◆ TASK ◆
Print each entry exactly, all the way through.

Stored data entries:
##############################
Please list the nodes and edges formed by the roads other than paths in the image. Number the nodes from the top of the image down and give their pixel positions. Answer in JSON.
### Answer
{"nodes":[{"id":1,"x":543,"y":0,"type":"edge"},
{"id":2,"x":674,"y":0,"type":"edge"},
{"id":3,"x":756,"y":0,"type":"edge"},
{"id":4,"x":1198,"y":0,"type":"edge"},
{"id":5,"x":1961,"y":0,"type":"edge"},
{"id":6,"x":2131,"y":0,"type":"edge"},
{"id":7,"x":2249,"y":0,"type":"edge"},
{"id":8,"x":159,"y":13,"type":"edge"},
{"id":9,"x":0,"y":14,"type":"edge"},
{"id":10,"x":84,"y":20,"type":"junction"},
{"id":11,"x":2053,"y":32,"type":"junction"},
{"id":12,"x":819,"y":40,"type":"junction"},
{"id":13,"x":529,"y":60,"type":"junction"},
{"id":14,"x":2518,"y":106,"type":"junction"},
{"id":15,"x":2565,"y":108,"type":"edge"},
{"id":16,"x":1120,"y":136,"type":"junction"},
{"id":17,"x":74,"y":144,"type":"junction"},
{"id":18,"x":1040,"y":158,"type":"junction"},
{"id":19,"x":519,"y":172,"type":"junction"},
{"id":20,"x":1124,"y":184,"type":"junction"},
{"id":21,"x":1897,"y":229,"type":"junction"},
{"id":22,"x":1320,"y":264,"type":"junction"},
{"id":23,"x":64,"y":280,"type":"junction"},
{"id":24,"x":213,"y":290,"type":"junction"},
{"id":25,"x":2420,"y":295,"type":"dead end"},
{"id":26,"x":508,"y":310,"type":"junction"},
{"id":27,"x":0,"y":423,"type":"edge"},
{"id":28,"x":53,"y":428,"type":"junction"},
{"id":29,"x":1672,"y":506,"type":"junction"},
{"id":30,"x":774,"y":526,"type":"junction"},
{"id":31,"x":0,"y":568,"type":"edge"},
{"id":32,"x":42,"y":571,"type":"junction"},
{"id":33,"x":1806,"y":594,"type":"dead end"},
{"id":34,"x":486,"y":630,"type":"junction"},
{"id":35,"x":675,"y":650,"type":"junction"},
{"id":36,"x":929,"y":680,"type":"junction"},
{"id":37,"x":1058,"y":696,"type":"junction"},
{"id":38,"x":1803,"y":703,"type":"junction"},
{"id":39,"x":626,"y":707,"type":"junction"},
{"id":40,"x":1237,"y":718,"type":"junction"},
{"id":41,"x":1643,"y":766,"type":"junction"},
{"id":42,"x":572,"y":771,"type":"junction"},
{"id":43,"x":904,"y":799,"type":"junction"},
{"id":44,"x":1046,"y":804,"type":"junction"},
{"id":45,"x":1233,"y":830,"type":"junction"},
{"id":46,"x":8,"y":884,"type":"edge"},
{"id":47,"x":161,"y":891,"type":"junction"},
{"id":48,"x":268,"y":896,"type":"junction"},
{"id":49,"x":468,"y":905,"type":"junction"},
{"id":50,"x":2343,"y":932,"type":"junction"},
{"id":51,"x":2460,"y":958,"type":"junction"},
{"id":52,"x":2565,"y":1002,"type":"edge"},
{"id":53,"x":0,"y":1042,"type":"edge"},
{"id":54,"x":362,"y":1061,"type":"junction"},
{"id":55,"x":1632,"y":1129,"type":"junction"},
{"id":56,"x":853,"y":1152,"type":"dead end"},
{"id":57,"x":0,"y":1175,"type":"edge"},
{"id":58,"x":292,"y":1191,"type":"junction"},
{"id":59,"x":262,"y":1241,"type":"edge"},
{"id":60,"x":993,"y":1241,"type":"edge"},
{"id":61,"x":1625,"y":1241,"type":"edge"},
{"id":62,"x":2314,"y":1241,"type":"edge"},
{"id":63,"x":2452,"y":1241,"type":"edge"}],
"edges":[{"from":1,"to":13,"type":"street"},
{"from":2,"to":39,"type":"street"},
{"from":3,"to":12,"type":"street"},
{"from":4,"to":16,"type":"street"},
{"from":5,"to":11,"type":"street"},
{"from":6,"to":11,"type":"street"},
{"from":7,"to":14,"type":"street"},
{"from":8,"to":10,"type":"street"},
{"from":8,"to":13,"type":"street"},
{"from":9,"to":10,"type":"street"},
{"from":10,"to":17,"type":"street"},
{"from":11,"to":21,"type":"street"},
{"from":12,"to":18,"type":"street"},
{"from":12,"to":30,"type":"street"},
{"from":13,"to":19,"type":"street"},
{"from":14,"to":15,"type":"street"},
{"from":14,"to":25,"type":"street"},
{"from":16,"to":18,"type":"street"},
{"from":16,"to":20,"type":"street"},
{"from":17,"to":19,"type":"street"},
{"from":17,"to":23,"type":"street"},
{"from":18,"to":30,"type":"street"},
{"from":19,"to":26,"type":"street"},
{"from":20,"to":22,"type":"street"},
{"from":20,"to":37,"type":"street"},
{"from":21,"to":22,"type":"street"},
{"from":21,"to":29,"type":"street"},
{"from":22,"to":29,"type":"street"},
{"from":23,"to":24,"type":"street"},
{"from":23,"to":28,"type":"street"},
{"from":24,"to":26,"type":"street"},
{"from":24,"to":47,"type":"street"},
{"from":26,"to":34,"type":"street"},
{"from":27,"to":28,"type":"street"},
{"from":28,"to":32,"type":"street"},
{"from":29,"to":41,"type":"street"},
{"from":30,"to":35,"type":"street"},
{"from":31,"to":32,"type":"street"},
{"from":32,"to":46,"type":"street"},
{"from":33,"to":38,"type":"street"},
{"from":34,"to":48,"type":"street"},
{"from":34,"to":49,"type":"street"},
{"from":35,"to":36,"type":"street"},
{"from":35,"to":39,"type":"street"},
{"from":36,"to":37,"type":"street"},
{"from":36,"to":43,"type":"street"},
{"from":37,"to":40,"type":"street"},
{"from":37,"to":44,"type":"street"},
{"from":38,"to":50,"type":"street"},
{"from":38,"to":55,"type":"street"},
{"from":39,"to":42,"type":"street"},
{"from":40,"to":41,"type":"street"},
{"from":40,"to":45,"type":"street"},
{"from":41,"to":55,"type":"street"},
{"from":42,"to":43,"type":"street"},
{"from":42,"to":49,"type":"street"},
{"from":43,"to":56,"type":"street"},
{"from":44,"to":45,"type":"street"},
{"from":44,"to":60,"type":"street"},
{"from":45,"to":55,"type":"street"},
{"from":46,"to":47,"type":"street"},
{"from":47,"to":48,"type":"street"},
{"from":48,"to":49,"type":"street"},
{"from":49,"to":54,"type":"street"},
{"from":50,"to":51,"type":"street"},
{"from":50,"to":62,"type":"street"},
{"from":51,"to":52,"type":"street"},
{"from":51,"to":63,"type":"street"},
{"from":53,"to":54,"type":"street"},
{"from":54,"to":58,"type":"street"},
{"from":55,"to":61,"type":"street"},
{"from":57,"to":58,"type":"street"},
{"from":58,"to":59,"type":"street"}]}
##############################
◆ THE COMPLETED TASK ◆
Please list the nodes and edges formed by the roads other than paths in the image. Number the nodes from the top of the image down and give their pixel positions. Answer in JSON.
### Answer
{"nodes":[{"id":1,"x":543,"y":0,"type":"edge"},
{"id":2,"x":674,"y":0,"type":"edge"},
{"id":3,"x":756,"y":0,"type":"edge"},
{"id":4,"x":1198,"y":0,"type":"edge"},
{"id":5,"x":1961,"y":0,"type":"edge"},
{"id":6,"x":2131,"y":0,"type":"edge"},
{"id":7,"x":2249,"y":0,"type":"edge"},
{"id":8,"x":159,"y":13,"type":"edge"},
{"id":9,"x":0,"y":14,"type":"edge"},
{"id":10,"x":84,"y":20,"type":"junction"},
{"id":11,"x":2053,"y":32,"type":"junction"},
{"id":12,"x":819,"y":40,"type":"junction"},
{"id":13,"x":529,"y":60,"type":"junction"},
{"id":14,"x":2518,"y":106,"type":"junction"},
{"id":15,"x":2565,"y":108,"type":"edge"},
{"id":16,"x":1120,"y":136,"type":"junction"},
{"id":17,"x":74,"y":144,"type":"junction"},
{"id":18,"x":1040,"y":158,"type":"junction"},
{"id":19,"x":519,"y":172,"type":"junction"},
{"id":20,"x":1124,"y":184,"type":"junction"},
{"id":21,"x":1897,"y":229,"type":"junction"},
{"id":22,"x":1320,"y":264,"type":"junction"},
{"id":23,"x":64,"y":280,"type":"junction"},
{"id":24,"x":213,"y":290,"type":"junction"},
{"id":25,"x":2420,"y":295,"type":"dead end"},
{"id":26,"x":508,"y":310,"type":"junction"},
{"id":27,"x":0,"y":423,"type":"edge"},
{"id":28,"x":53,"y":428,"type":"junction"},
{"id":29,"x":1672,"y":506,"type":"junction"},
{"id":30,"x":774,"y":526,"type":"junction"},
{"id":31,"x":0,"y":568,"type":"edge"},
{"id":32,"x":42,"y":571,"type":"junction"},
{"id":33,"x":1806,"y":594,"type":"dead end"},
{"id":34,"x":486,"y":630,"type":"junction"},
{"id":35,"x":675,"y":650,"type":"junction"},
{"id":36,"x":929,"y":680,"type":"junction"},
{"id":37,"x":1058,"y":696,"type":"junction"},
{"id":38,"x":1803,"y":703,"type":"junction"},
{"id":39,"x":626,"y":707,"type":"junction"},
{"id":40,"x":1237,"y":718,"type":"junction"},
{"id":41,"x":1643,"y":766,"type":"junction"},
{"id":42,"x":572,"y":771,"type":"junction"},
{"id":43,"x":904,"y":799,"type":"junction"},
{"id":44,"x":1046,"y":804,"type":"junction"},
{"id":45,"x":1233,"y":830,"type":"junction"},
{"id":46,"x":8,"y":884,"type":"edge"},
{"id":47,"x":161,"y":891,"type":"junction"},
{"id":48,"x":268,"y":896,"type":"junction"},
{"id":49,"x":468,"y":905,"type":"junction"},
{"id":50,"x":2343,"y":932,"type":"junction"},
{"id":51,"x":2460,"y":958,"type":"junction"},
{"id":52,"x":2565,"y":1002,"type":"edge"},
{"id":53,"x":0,"y":1042,"type":"edge"},
{"id":54,"x":362,"y":1061,"type":"junction"},
{"id":55,"x":1632,"y":1129,"type":"junction"},
{"id":56,"x":853,"y":1152,"type":"dead end"},
{"id":57,"x":0,"y":1175,"type":"edge"},
{"id":58,"x":292,"y":1191,"type":"junction"},
{"id":59,"x":262,"y":1241,"type":"edge"},
{"id":60,"x":993,"y":1241,"type":"edge"},
{"id":61,"x":1625,"y":1241,"type":"edge"},
{"id":62,"x":2314,"y":1241,"type":"edge"},
{"id":63,"x":2452,"y":1241,"type":"edge"}],
"edges":[{"from":1,"to":13,"type":"street"},
{"from":2,"to":39,"type":"street"},
{"from":3,"to":12,"type":"street"},
{"from":4,"to":16,"type":"street"},
{"from":5,"to":11,"type":"street"},
{"from":6,"to":11,"type":"street"},
{"from":7,"to":14,"type":"street"},
{"from":8,"to":10,"type":"street"},
{"from":8,"to":13,"type":"street"},
{"from":9,"to":10,"type":"street"},
{"from":10,"to":17,"type":"street"},
{"from":11,"to":21,"type":"street"},
{"from":12,"to":18,"type":"street"},
{"from":12,"to":30,"type":"street"},
{"from":13,"to":19,"type":"street"},
{"from":14,"to":15,"type":"street"},
{"from":14,"to":25,"type":"street"},
{"from":16,"to":18,"type":"street"},
{"from":16,"to":20,"type":"street"},
{"from":17,"to":19,"type":"street"},
{"from":17,"to":23,"type":"street"},
{"from":18,"to":30,"type":"street"},
{"from":19,"to":26,"type":"street"},
{"from":20,"to":22,"type":"street"},
{"from":20,"to":37,"type":"street"},
{"from":21,"to":22,"type":"street"},
{"from":21,"to":29,"type":"street"},
{"from":22,"to":29,"type":"street"},
{"from":23,"to":24,"type":"street"},
{"from":23,"to":28,"type":"street"},
{"from":24,"to":26,"type":"street"},
{"from":24,"to":47,"type":"street"},
{"from":26,"to":34,"type":"street"},
{"from":27,"to":28,"type":"street"},
{"from":28,"to":32,"type":"street"},
{"from":29,"to":41,"type":"street"},
{"from":30,"to":35,"type":"street"},
{"from":31,"to":32,"type":"street"},
{"from":32,"to":46,"type":"street"},
{"from":33,"to":38,"type":"street"},
{"from":34,"to":48,"type":"street"},
{"from":34,"to":49,"type":"street"},
{"from":35,"to":36,"type":"street"},
{"from":35,"to":39,"type":"street"},
{"from":36,"to":37,"type":"street"},
{"from":36,"to":43,"type":"street"},
{"from":37,"to":40,"type":"street"},
{"from":37,"to":44,"type":"street"},
{"from":38,"to":50,"type":"street"},
{"from":38,"to":55,"type":"street"},
{"from":39,"to":42,"type":"street"},
{"from":40,"to":41,"type":"street"},
{"from":40,"to":45,"type":"street"},
{"from":41,"to":55,"type":"street"},
{"from":42,"to":43,"type":"street"},
{"from":42,"to":49,"type":"street"},
{"from":43,"to":56,"type":"street"},
{"from":44,"to":45,"type":"street"},
{"from":44,"to":60,"type":"street"},
{"from":45,"to":55,"type":"street"},
{"from":46,"to":47,"type":"street"},
{"from":47,"to":48,"type":"street"},
{"from":48,"to":49,"type":"street"},
{"from":49,"to":54,"type":"street"},
{"from":50,"to":51,"type":"street"},
{"from":50,"to":62,"type":"street"},
{"from":51,"to":52,"type":"street"},
{"from":51,"to":63,"type":"street"},
{"from":53,"to":54,"type":"street"},
{"from":54,"to":58,"type":"street"},
{"from":55,"to":61,"type":"street"},
{"from":57,"to":58,"type":"street"},
{"from":58,"to":59,"type":"street"}]}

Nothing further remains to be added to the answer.